1. HOW DO YOU PLAN YOUR DAY?

This is what this question poses: When do you focus and start working seriously? What are the hours you work optimally? Are you a night owl? A morning bird? Remote teams can be made up of people working on different shifts and around the world, so you won't necessarily be stuck in the 9-5 schedule if it's not for you...

2. HOW DO YOU USE THE DIFFERENT COMMUNICATION TOOLS IN DIFFERENT SITUATIONS?

When you're working on a remote team, there's no way to chat in the hallway between meetings or catch up on the latest project during an office carpool. Therefore, virtual communication will be absolutely essential to get your work done...

3. WHAT IS "WORKING REMOTE" REALLY FOR YOU?

Many people want to work remotely because of the flexibility it allows. You can work anywhere and at any time of the day...

4. WHAT DO YOU NEED IN YOUR PHYSICAL WORKSPACE TO SUCCEED IN YOUR WORK?

With this question, companies are looking to see what equipment they may need to provide you with and to verify how aware you are of what remote working could mean for you physically and logistically...

5. HOW DO YOU PROCESS INFORMATION?

Several years ago, I was working in a team to plan a big event. My supervisor made us all work as a team before the big day. One of our activities has been to find out how each of us processes information...

6. HOW DO YOU MANAGE THE CALENDAR AND THE PROGRAM? WHICH APPLICATIONS / SYSTEM DO YOU USE?

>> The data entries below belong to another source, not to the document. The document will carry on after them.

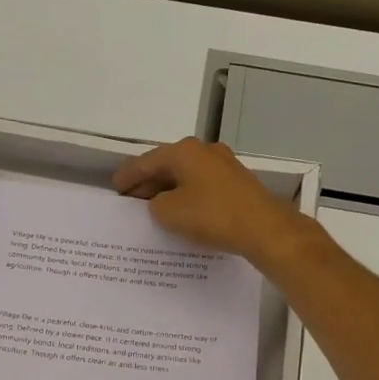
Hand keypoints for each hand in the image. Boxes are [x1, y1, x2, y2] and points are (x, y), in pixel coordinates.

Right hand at [113, 138, 309, 265]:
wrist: (264, 228)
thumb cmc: (211, 216)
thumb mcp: (169, 213)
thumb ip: (155, 204)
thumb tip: (160, 202)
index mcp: (184, 151)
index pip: (146, 161)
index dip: (128, 176)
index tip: (115, 188)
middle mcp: (204, 151)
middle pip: (168, 165)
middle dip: (148, 183)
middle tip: (132, 201)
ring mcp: (224, 165)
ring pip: (187, 176)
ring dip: (169, 191)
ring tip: (154, 209)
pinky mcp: (237, 183)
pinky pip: (202, 186)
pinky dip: (188, 196)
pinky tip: (183, 213)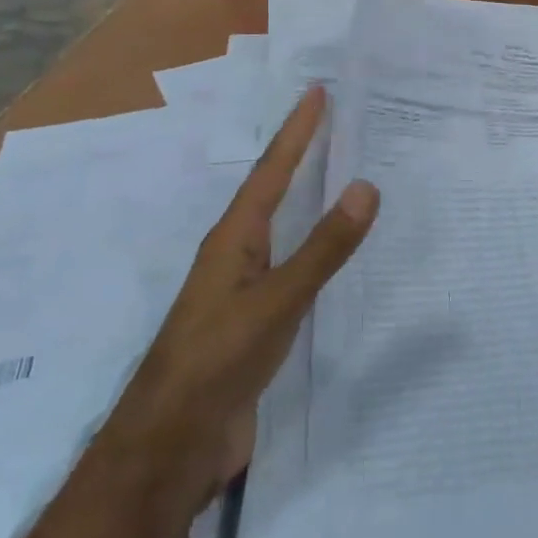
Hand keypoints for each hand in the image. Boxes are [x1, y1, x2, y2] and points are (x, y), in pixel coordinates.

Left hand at [155, 87, 378, 480]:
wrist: (172, 445)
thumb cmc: (217, 360)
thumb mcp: (277, 301)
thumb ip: (323, 247)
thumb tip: (365, 185)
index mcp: (233, 239)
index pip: (271, 171)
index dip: (295, 131)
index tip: (317, 92)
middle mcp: (235, 254)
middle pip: (270, 190)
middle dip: (298, 153)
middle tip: (329, 120)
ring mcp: (242, 289)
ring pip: (279, 227)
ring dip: (303, 195)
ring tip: (333, 171)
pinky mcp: (253, 321)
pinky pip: (290, 265)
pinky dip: (312, 244)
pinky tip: (327, 251)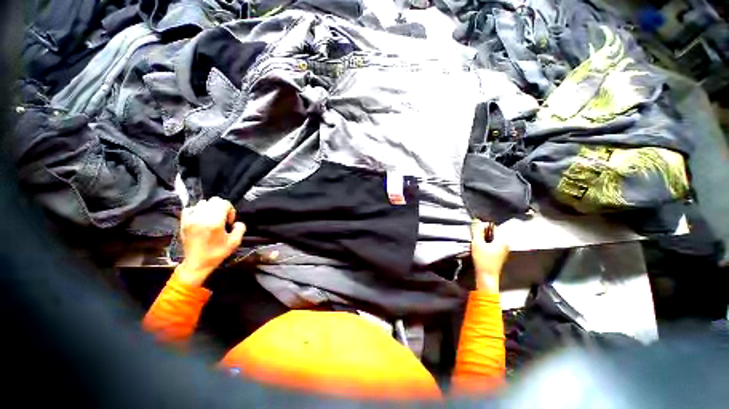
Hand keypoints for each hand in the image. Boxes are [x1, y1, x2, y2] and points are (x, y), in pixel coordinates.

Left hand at [176, 197, 245, 286]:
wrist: (197, 263)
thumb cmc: (217, 253)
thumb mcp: (235, 242)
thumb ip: (240, 228)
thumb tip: (236, 222)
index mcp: (214, 222)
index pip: (224, 203)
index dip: (230, 210)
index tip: (229, 221)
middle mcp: (201, 218)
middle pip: (214, 201)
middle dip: (221, 207)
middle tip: (223, 219)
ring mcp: (190, 219)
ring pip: (203, 203)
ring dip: (210, 208)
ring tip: (211, 219)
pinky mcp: (183, 222)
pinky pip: (190, 208)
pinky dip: (197, 210)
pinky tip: (200, 219)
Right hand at [470, 220, 509, 292]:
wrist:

Or you may receive even more specific questions, such as: What's on your calendar? Do you plan blocks of time to do certain types of work? Do you have an open calendar that everyone can see?...

7. HOW DO YOU ORGANIZE FILES, LINKS, AND TABS ON YOUR COMPUTER?

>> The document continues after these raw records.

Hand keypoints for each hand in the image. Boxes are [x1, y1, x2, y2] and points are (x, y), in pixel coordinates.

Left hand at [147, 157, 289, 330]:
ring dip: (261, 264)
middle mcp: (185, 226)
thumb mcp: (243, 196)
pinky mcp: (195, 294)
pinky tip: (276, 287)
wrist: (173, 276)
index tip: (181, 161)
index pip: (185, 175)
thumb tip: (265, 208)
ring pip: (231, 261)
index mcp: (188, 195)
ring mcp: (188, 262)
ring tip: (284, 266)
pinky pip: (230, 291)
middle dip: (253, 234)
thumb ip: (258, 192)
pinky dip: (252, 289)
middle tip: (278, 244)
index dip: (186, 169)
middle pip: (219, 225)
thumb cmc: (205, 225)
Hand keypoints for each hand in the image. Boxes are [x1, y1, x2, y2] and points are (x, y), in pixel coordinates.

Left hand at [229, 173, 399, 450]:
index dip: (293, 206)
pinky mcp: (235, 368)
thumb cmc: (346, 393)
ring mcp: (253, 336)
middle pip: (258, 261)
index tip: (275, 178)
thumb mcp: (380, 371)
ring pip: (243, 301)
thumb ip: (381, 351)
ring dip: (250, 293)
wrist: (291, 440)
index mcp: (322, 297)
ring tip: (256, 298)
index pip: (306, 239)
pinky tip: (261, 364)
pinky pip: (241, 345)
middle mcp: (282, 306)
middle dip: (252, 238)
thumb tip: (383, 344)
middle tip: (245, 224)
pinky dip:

Just like your schedule, how you track files and other information is very important. After all, everything is digital!...

8. HOW TO PRIORITIZE WORK?

The day I watched Marie Forleo's film separating the important from the urgent, my life changed. Not all remote jobs start fast, but most of them are...

9. HOW DO YOU PREPARE FOR A MEETING AND PREPARE A MEETING? WHAT DO YOU SEE HAPPENING DURING THE MEETING?

Just as communication is essential when working remotely, so is organization. Because you won't have those opportunities in the elevator or a casual conversation in the lunchroom, you should take advantage of the little time you have in a video or phone conference...

10. HOW DO YOU USE TECHNOLOGY ON A DAILY BASIS, IN YOUR WORK AND FOR YOUR PLEASURE?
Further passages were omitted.